** INPUT RECORDS follows **

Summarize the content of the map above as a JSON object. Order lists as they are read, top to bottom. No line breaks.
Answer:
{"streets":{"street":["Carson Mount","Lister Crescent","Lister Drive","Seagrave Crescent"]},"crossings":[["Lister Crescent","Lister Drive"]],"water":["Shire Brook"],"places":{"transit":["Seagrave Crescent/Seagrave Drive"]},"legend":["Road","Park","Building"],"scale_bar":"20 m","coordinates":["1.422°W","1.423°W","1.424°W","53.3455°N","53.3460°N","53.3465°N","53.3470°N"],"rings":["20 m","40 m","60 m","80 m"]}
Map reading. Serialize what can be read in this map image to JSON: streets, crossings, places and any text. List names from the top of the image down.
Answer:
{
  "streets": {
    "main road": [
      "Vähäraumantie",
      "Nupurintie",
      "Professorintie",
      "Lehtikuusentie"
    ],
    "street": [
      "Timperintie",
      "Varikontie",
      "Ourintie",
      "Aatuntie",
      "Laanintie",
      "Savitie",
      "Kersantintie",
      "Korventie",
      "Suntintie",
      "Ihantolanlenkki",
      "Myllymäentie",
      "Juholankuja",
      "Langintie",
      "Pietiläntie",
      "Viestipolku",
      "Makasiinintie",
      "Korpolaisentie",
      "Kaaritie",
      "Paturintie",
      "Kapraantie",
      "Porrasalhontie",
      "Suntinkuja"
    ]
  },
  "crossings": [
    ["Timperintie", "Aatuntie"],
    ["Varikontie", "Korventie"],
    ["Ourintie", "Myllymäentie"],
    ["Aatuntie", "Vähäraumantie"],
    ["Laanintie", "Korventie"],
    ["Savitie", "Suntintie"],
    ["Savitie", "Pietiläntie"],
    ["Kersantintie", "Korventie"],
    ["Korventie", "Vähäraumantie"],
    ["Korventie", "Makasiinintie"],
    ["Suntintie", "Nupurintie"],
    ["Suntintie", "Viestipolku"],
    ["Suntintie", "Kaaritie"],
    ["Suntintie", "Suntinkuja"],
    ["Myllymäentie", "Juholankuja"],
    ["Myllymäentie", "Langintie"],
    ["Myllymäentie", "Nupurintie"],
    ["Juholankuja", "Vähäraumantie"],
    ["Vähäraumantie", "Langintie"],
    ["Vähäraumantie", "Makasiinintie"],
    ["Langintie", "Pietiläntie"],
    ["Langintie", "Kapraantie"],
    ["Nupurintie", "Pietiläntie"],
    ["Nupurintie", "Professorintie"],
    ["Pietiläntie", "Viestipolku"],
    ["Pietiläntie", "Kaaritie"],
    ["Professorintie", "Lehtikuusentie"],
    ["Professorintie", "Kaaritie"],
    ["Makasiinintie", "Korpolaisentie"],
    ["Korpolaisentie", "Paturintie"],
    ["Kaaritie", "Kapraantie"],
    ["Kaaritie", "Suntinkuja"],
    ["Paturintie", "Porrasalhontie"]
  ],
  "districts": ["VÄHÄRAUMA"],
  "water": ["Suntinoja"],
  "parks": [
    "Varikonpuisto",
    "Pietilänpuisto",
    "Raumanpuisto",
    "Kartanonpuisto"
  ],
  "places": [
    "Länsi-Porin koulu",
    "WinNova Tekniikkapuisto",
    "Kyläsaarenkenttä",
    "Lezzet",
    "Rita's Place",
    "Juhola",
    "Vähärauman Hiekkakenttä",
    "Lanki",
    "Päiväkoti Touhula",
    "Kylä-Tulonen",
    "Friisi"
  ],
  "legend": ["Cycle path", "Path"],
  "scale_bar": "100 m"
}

** End of INPUT RECORDS **

> _ABOUT THIS TASK_: Print the whole listing again, exactly.

> _ANSWER SPACE_:
Summarize the content of the map above as a JSON object. Order lists as they are read, top to bottom. No line breaks.
Answer:
{"streets":{"street":["Carson Mount","Lister Crescent","Lister Drive","Seagrave Crescent"]},"crossings":[["Lister Crescent","Lister Drive"]],"water":["Shire Brook"],"places":{"transit":["Seagrave Crescent/Seagrave Drive"]},"legend":["Road","Park","Building"],"scale_bar":"20 m","coordinates":["1.422°W","1.423°W","1.424°W","53.3455°N","53.3460°N","53.3465°N","53.3470°N"],"rings":["20 m","40 m","60 m","80 m"]}
Map reading. Serialize what can be read in this map image to JSON: streets, crossings, places and any text. List names from the top of the image down.
Answer:
{
  "streets": {
    "main road": [
      "Vähäraumantie",
      "Nupurintie",
      "Professorintie",
      "Lehtikuusentie"
    ],
    "street": [
      "Timperintie",
      "Varikontie",
      "Ourintie",
      "Aatuntie",
      "Laanintie",
      "Savitie",
      "Kersantintie",
      "Korventie",
      "Suntintie",
      "Ihantolanlenkki",
      "Myllymäentie",
      "Juholankuja",
      "Langintie",
      "Pietiläntie",
      "Viestipolku",
      "Makasiinintie",
      "Korpolaisentie",
      "Kaaritie",
      "Paturintie",
      "Kapraantie",
      "Porrasalhontie",
      "Suntinkuja"
    ]
  },
  "crossings": [
    ["Timperintie", "Aatuntie"],
    ["Varikontie", "Korventie"],
    ["Ourintie", "Myllymäentie"],
    ["Aatuntie", "Vähäraumantie"],
    ["Laanintie", "Korventie"],
    ["Savitie", "Suntintie"],
    ["Savitie", "Pietiläntie"],
    ["Kersantintie", "Korventie"],
    ["Korventie", "Vähäraumantie"],
    ["Korventie", "Makasiinintie"],
    ["Suntintie", "Nupurintie"],
    ["Suntintie", "Viestipolku"],
    ["Suntintie", "Kaaritie"],
    ["Suntintie", "Suntinkuja"],
    ["Myllymäentie", "Juholankuja"],
    ["Myllymäentie", "Langintie"],
    ["Myllymäentie", "Nupurintie"],
    ["Juholankuja", "Vähäraumantie"],
    ["Vähäraumantie", "Langintie"],
    ["Vähäraumantie", "Makasiinintie"],
    ["Langintie", "Pietiläntie"],
    ["Langintie", "Kapraantie"],
    ["Nupurintie", "Pietiläntie"],
    ["Nupurintie", "Professorintie"],
    ["Pietiläntie", "Viestipolku"],
    ["Pietiläntie", "Kaaritie"],
    ["Professorintie", "Lehtikuusentie"],
    ["Professorintie", "Kaaritie"],
    ["Makasiinintie", "Korpolaisentie"],
    ["Korpolaisentie", "Paturintie"],
    ["Kaaritie", "Kapraantie"],
    ["Kaaritie", "Suntinkuja"],
    ["Paturintie", "Porrasalhontie"]
  ],
  "districts": ["VÄHÄRAUMA"],
  "water": ["Suntinoja"],
  "parks": [
    "Varikonpuisto",
    "Pietilänpuisto",
    "Raumanpuisto",
    "Kartanonpuisto"
  ],
  "places": [
    "Länsi-Porin koulu",
    "WinNova Tekniikkapuisto",
    "Kyläsaarenkenttä",
    "Lezzet",
    "Rita's Place",
    "Juhola",
    "Vähärauman Hiekkakenttä",
    "Lanki",
    "Päiväkoti Touhula",
    "Kylä-Tulonen",
    "Friisi"
  ],
  "legend": ["Cycle path", "Path"],
  "scale_bar": "100 m"
}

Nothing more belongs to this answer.